Unsere E-Mail-Adresse:
[email protected]
Wenn Sie den Appell unterzeichnen möchten, senden Sie bitte entweder eine E-Mail an [email protected] (betreff: Ich unterzeichne) oder füllen Sie folgende Form aus:
Datenschutz: Ihre persönlichen Daten werden nur für die Unterzeichnung des Appells verwendet. Mit der Veröffentlichung des Appells werden die Daten der Unterzeichner im Internet und in der Presse publiziert.
Berlin
20.03.2012 19:00 Uhr
Martin-Gropius-Bau
Freiheit für Liu Xiaobo
Lesung mit anschließendem Gespräch
An der Veranstaltung im Martin-Gropius-Bau nehmen die Schauspieler Roland Schäfer und Franziska Herrmann, die Literaturnobelpreisträgerin Herta Müller, der Autor Liao Yiwu und die Vorsitzende des unabhängigen chinesischen PEN-Zentrums Tienchi Martin-Liao teil. Moderation: Ulrich Schreiber
Liu Xiaobo wurde 2009, nachdem er mit anderen Dissidenten die Charta 08 verfasst hatte, zu sieben Jahren Gefängnis unter dem fadenscheinigen Vorwurf verurteilt, er habe „die Staatsautorität unterhöhlt“. Aus diesem Grund rief das internationale literaturfestival berlin zu einer weiteren weltweiten Lesung für den Friedensnobelpreisträger am 20. März 2012, dem Jahrestag der politischen Lüge, auf. Diesem Aufruf schlossen sich sich viele Autorinnen und Autoren aus aller Welt an, u.a. die Nobelpreisträger John M. Coetzee, Elfriede Jelinek, Doris Lessing und Herta Müller sowie Bei Dao, Breyten Breytenbach, Wolf Biermann, Hans Christoph Buch, Joan Goytisolo, David Grossman, Amos Oz und Salman Rushdie. Mittlerweile haben sich ca 100 Personen und Institutionen aus allen Kontinenten für eine Lesung angemeldet.
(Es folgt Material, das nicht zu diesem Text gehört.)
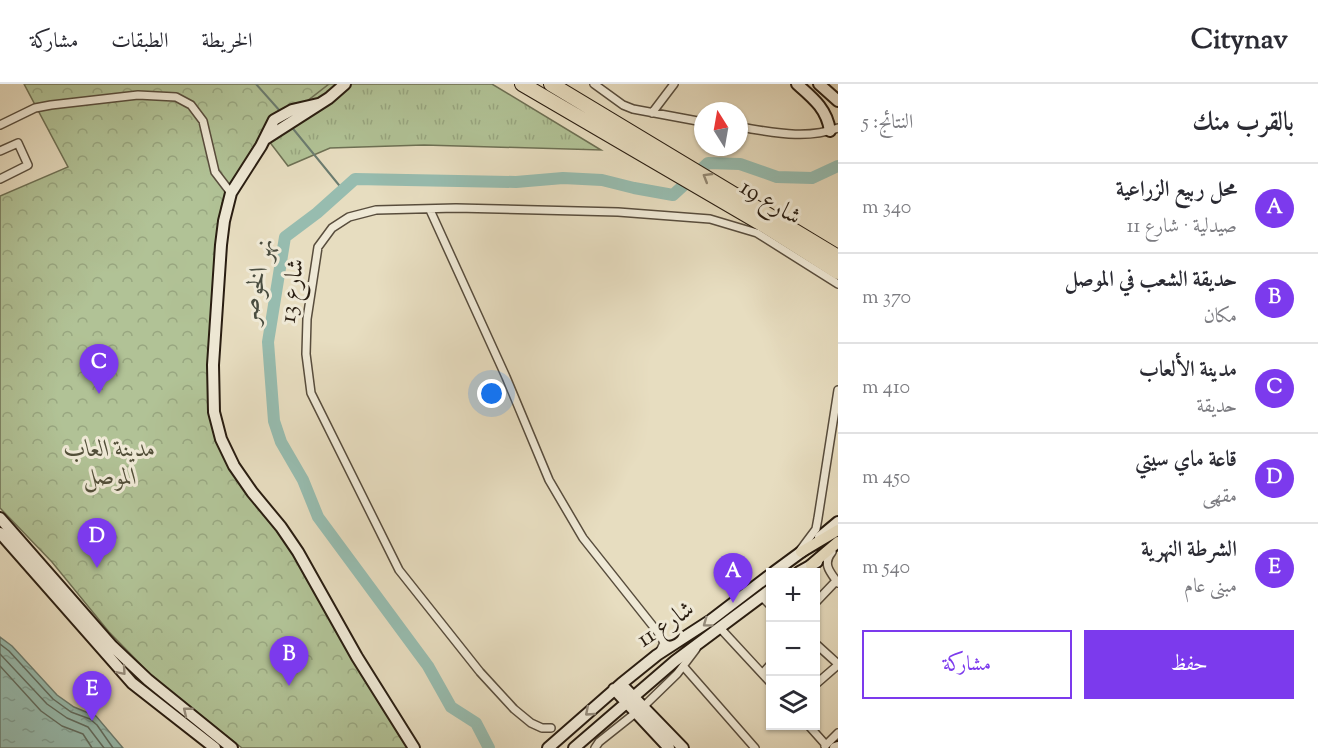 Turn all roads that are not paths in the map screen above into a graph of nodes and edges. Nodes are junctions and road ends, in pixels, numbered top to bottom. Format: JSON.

Gelesen werden im Gropius-Bau die Charta 08 und Gedichte von Liu Xiaobo. Im anschließenden Gespräch wird u.a. erörtert, wie der Protest gegen die Inhaftierung Liu Xiaobos wirksamer gestaltet werden kann.
Bei der Charta 08 handelt es sich um ein Manifest, in dem Demokratie und Freiheit in China gefordert wird. Im Vorwort zur Charta 08 heißt es, „die chinesischen Bürger sind nach langwierigen, mühsamen und von Rückschlägen gezeichneten Kämpfen aufgewacht und erkennen ..., dass Freiheit, Gleichberechtigung und Menschenrechte gemeinsame und universelle Werte der Menschheit sind, dass Demokratie, Republik und verfassungskonforme Regierung Basis und Rahmen moderner Politik sind. Eine ‚Modernisierung‘, die sich von diesen universellen Werten und solchen Grundlagen der Politik entfernt, kann nur zu einem Katastrophenprozess werden, der den Menschen ihre Rechte raubt, ihre Vernunft korrumpiert und Würde zerstört. Wohin wird China im 21. Jahrhundert gehen? Wird es weiter die ‚Modernisierung‘ unter autoritärer Herrschaft verfolgen? Oder wird es sich mit den universellen Werten identifizieren, mit dem Mainstream verschmelzen und ein demokratisches Regierungssystem aufbauen?“ - Im Fischer-Verlag erschien von Liu Xiaobo 2011: Ich habe keine Feinde, ich kenne keinen Hass. Ausgewählte Schriften und Gedichte.
Eine Veranstaltung des internationalen literaturfestivals berlin und dem Martin-Gropius-Bau in Kooperation mit dem Deutschen P.E.N-Zentrum.
Tickets sind erhältlich an der Kasse des Martin-Gropius-Bau.